[How to complete this task]
Omit the images and retype the records verbatim.

Records for processing Start Marker

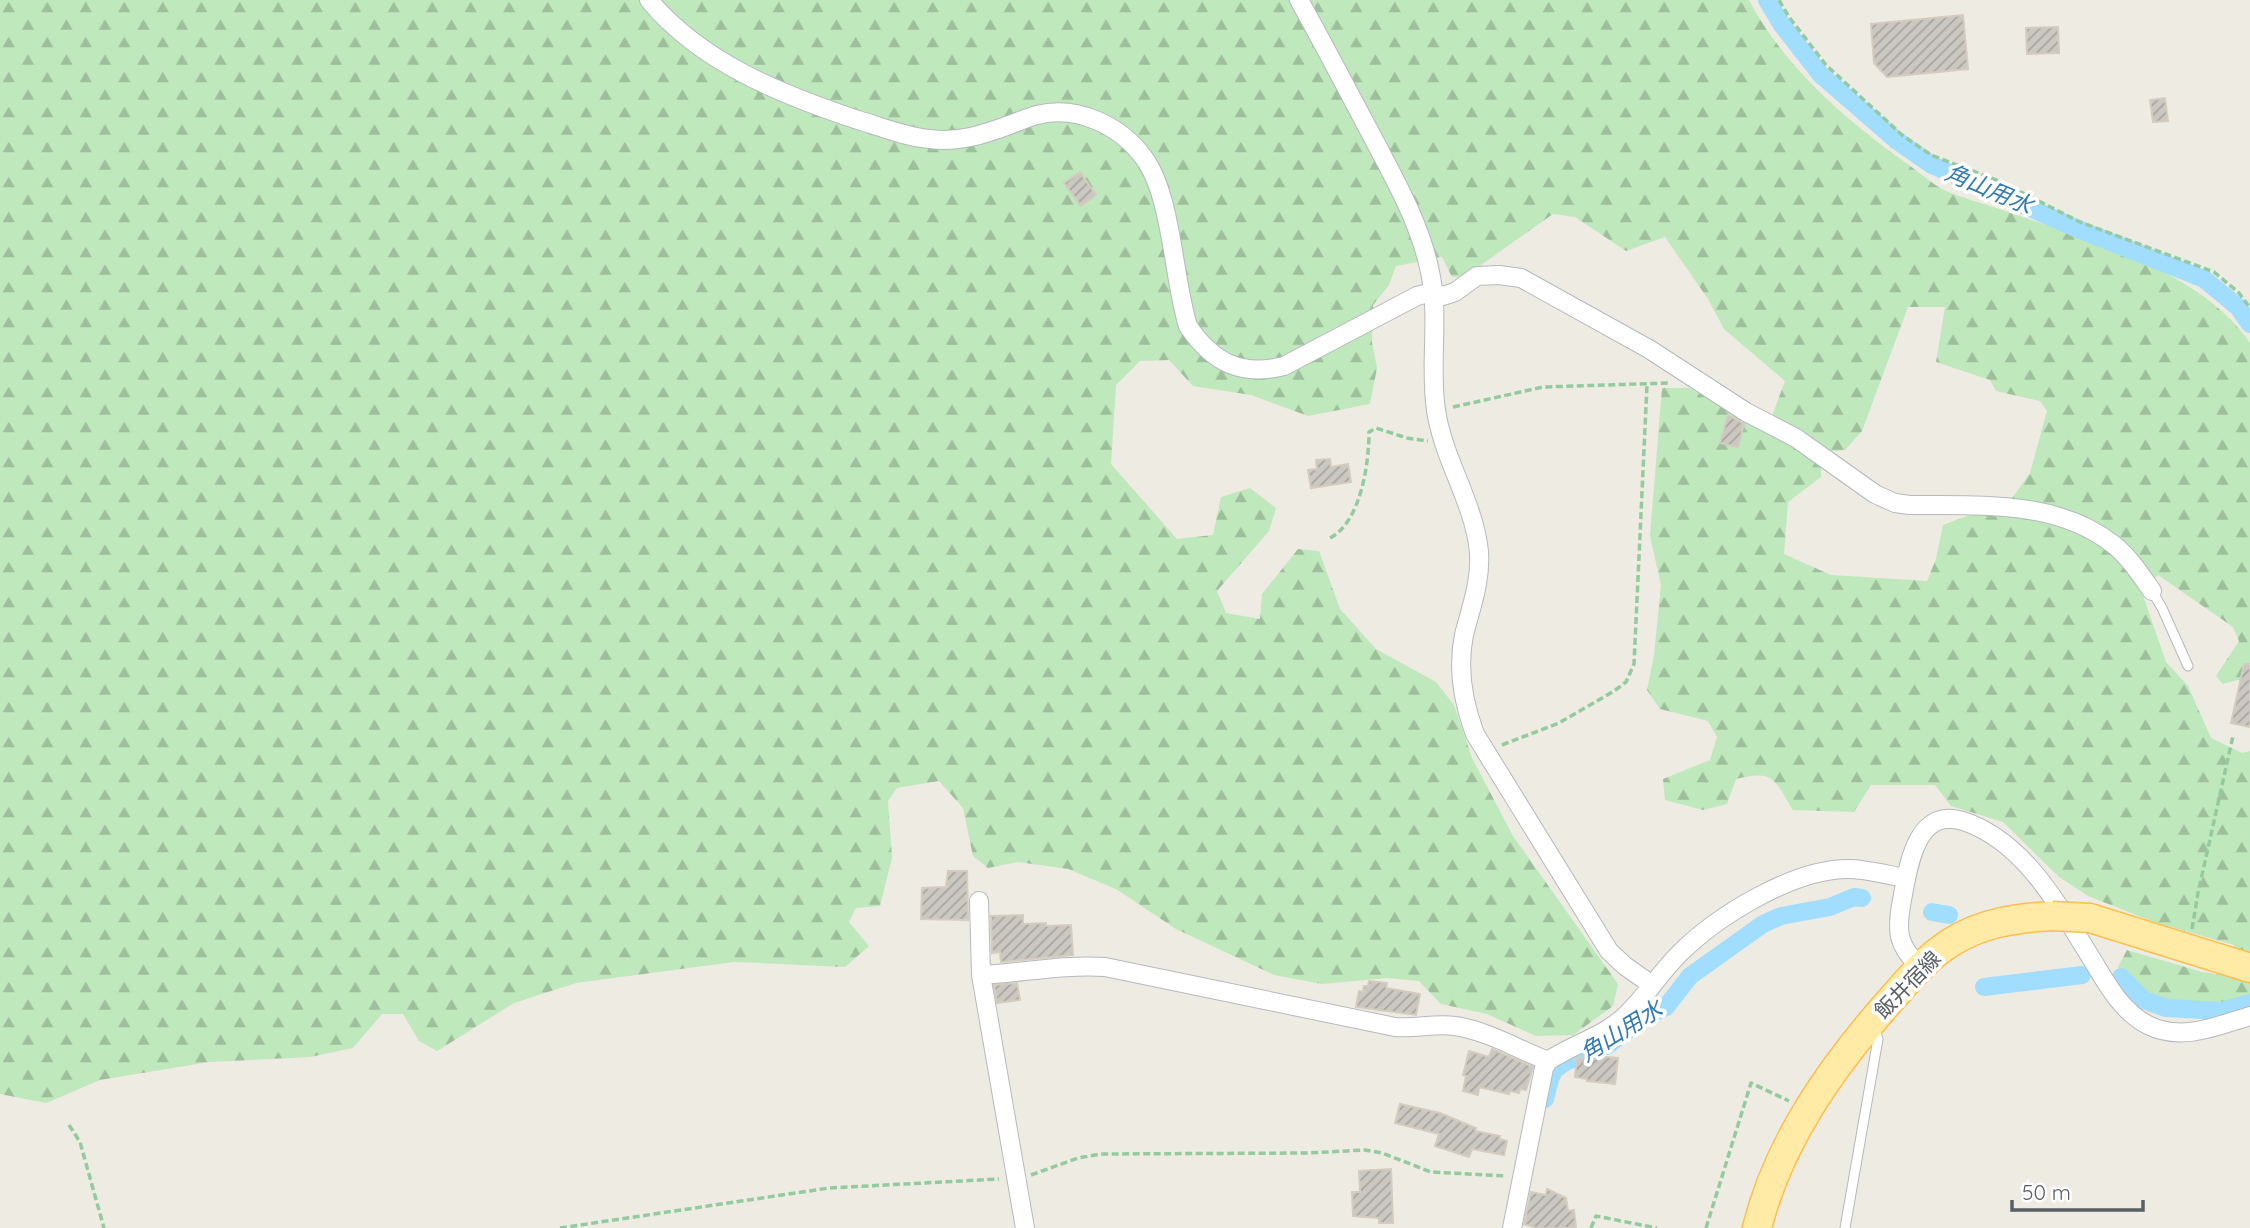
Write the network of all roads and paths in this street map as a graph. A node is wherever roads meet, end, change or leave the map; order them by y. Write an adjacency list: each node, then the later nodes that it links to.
1 (649, 0): 4 (street)
2 (1299, 0): 4 (street)
3 (1779, 0): 5 (path)
4 (1432, 292): 6 (street); 8 (street)
5 (2250, 308)
6 (1700, 381): 7 (path); 11 (street)
7 (1647, 384): 8 (path); 14 (path)
8 (1436, 411): 9 (street)
9 (1443, 439): 10 (path); 14 (street)
10 (1331, 538)
11 (2152, 590): 12 (lane)
12 (2188, 666)
13 (2233, 736): 17 (path)
14 (1486, 751): 21 (street)
15 (1906, 877): 19 (street); 21 (street); 22 (street)
16 (979, 901): 20 (street)
17 (2161, 940): 18 (main road, 飯井宿線); 19 (main road, 飯井宿線, bridge)
18 (2240, 965)
19 (1920, 967): 23 (main road, 飯井宿線)
20 (981, 975): 24 (street); 27 (street)
21 (1652, 985): 24 (street)
22 (2250, 1016)
23 (1873, 1021): 25 (main road, 飯井宿線); 37 (lane)
24 (1548, 1061): 28 (street)
25 (1808, 1109): 35 (path); 36 (main road, 飯井宿線)
26 (69, 1125): 29 (path)
27 (1017, 1178): 28 (path); 30 (path); 31 (street)
28 (1520, 1179): 32 (street)
29 (104, 1228)
30 (560, 1228)
31 (1025, 1228)
32 (1512, 1228)
33 (1591, 1228): 34 (path)
34 (1657, 1228)
35 (1706, 1228)
36 (1757, 1228)
37 (1845, 1228)

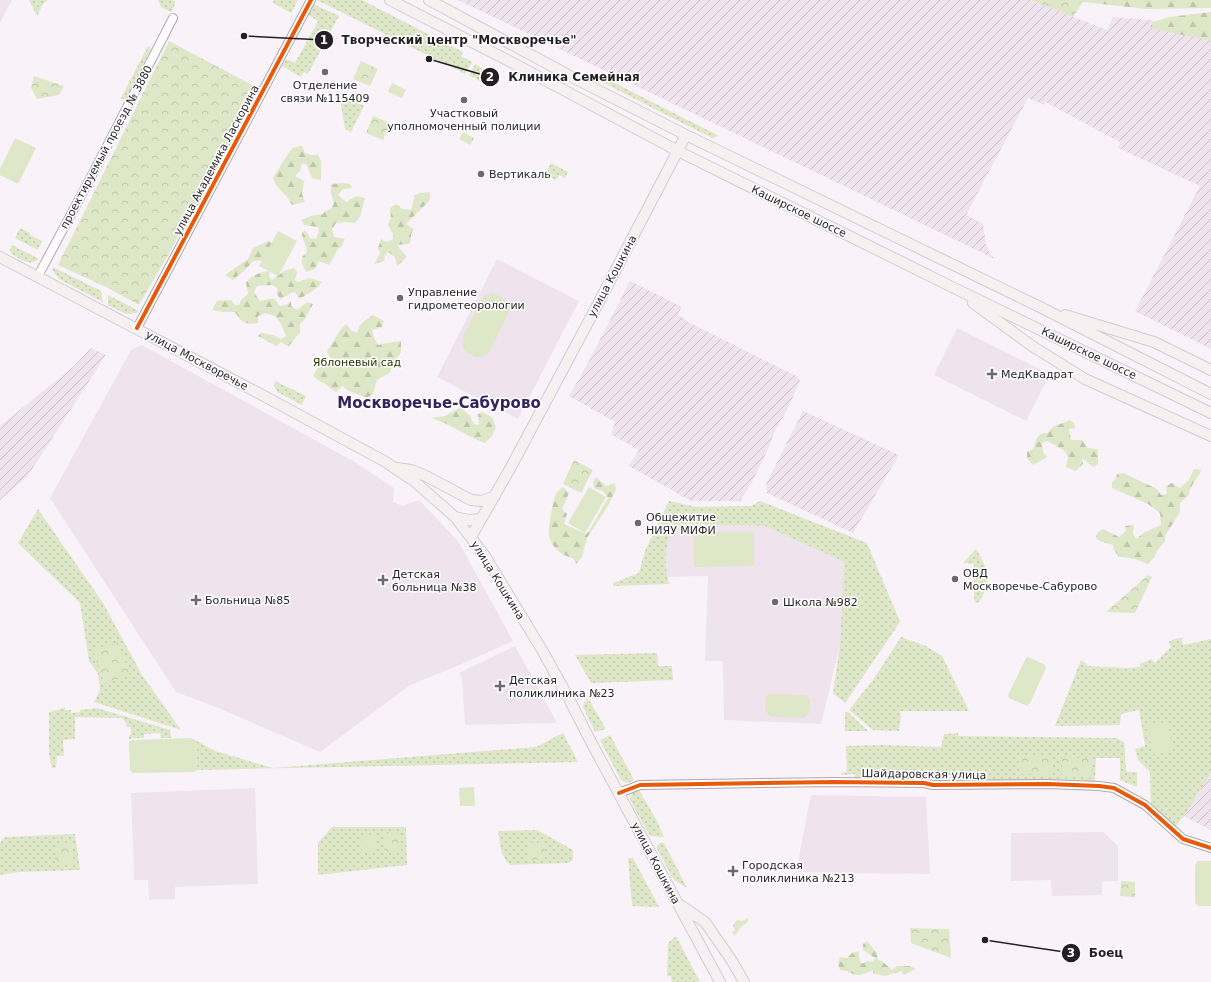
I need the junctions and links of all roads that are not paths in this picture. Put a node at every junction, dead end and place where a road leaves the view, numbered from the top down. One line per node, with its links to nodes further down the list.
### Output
1 (311, 0): 11 (street, улица Академика Ласкорина)
2 (390, 0): 6 (main road, Каширское шоссе)
3 (428, 0): 5 (main road, Каширское шоссе)
4 (173, 18): 8 (street, проектируемый проезд № 3880)
5 (686, 135): 6 (main road, улица Кошкина); 10 (main road, Каширское шоссе)
6 (678, 150): 9 (main road, Каширское шоссе); 17 (main road, улица Кошкина)
7 (0, 256): 8 (main road, улица Москворечье)
8 (38, 276): 11 (main road, улица Москворечье)
9 (948, 285): 14 (main road, Каширское шоссе); 15 (main road)
10 (1040, 307): 12 (main road); 13 (main road, Каширское шоссе)
11 (137, 328): 16 (main road, улица Москворечье)
12 (1211, 370)
13 (1211, 394)
14 (1211, 413)
15 (1211, 436)
16 (393, 467): 17 (main road, улица Москворечье); 18 (main road, улица Москворечье)
17 (495, 496): 19 (main road, улица Кошкина)
18 (455, 517): 19 (main road); 20 (main road, улица Москворечье)
19 (481, 519): 20 (main road, улица Кошкина)
20 (471, 537): 21 (main road, улица Кошкина)
21 (619, 793): 22 (street, Шайдаровская улица); 23 (main road, улица Кошкина)
22 (1211, 848)
23 (678, 904): 24 (main road, улица Кошкина); 25 (main road)
24 (720, 982)
25 (744, 982)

Records for processing End Marker

[Reply to the task]
Write the network of all roads and paths in this street map as a graph. A node is wherever roads meet, end, change or leave the map; order them by y. Write an adjacency list: each node, then the later nodes that it links to.
1 (649, 0): 4 (street)
2 (1299, 0): 4 (street)
3 (1779, 0): 5 (path)
4 (1432, 292): 6 (street); 8 (street)
5 (2250, 308)
6 (1700, 381): 7 (path); 11 (street)
7 (1647, 384): 8 (path); 14 (path)
8 (1436, 411): 9 (street)
9 (1443, 439): 10 (path); 14 (street)
10 (1331, 538)
11 (2152, 590): 12 (lane)
12 (2188, 666)
13 (2233, 736): 17 (path)
14 (1486, 751): 21 (street)
15 (1906, 877): 19 (street); 21 (street); 22 (street)
16 (979, 901): 20 (street)
17 (2161, 940): 18 (main road, 飯井宿線); 19 (main road, 飯井宿線, bridge)
18 (2240, 965)
19 (1920, 967): 23 (main road, 飯井宿線)
20 (981, 975): 24 (street); 27 (street)
21 (1652, 985): 24 (street)
22 (2250, 1016)
23 (1873, 1021): 25 (main road, 飯井宿線); 37 (lane)
24 (1548, 1061): 28 (street)
25 (1808, 1109): 35 (path); 36 (main road, 飯井宿線)
26 (69, 1125): 29 (path)
27 (1017, 1178): 28 (path); 30 (path); 31 (street)
28 (1520, 1179): 32 (street)
29 (104, 1228)
30 (560, 1228)
31 (1025, 1228)
32 (1512, 1228)
33 (1591, 1228): 34 (path)
34 (1657, 1228)
35 (1706, 1228)
36 (1757, 1228)
37 (1845, 1228)

I need the junctions and links of all roads that are not paths in this picture. Put a node at every junction, dead end and place where a road leaves the view, numbered from the top down. One line per node, with its links to nodes further down the list.
### Output
1 (311, 0): 11 (street, улица Академика Ласкорина)
2 (390, 0): 6 (main road, Каширское шоссе)
3 (428, 0): 5 (main road, Каширское шоссе)
4 (173, 18): 8 (street, проектируемый проезд № 3880)
5 (686, 135): 6 (main road, улица Кошкина); 10 (main road, Каширское шоссе)
6 (678, 150): 9 (main road, Каширское шоссе); 17 (main road, улица Кошкина)
7 (0, 256): 8 (main road, улица Москворечье)
8 (38, 276): 11 (main road, улица Москворечье)
9 (948, 285): 14 (main road, Каширское шоссе); 15 (main road)
10 (1040, 307): 12 (main road); 13 (main road, Каширское шоссе)
11 (137, 328): 16 (main road, улица Москворечье)
12 (1211, 370)
13 (1211, 394)
14 (1211, 413)
15 (1211, 436)
16 (393, 467): 17 (main road, улица Москворечье); 18 (main road, улица Москворечье)
17 (495, 496): 19 (main road, улица Кошкина)
18 (455, 517): 19 (main road); 20 (main road, улица Москворечье)
19 (481, 519): 20 (main road, улица Кошкина)
20 (471, 537): 21 (main road, улица Кошкина)
21 (619, 793): 22 (street, Шайдаровская улица); 23 (main road, улица Кошкина)
22 (1211, 848)
23 (678, 904): 24 (main road, улица Кошкина); 25 (main road)
24 (720, 982)
25 (744, 982)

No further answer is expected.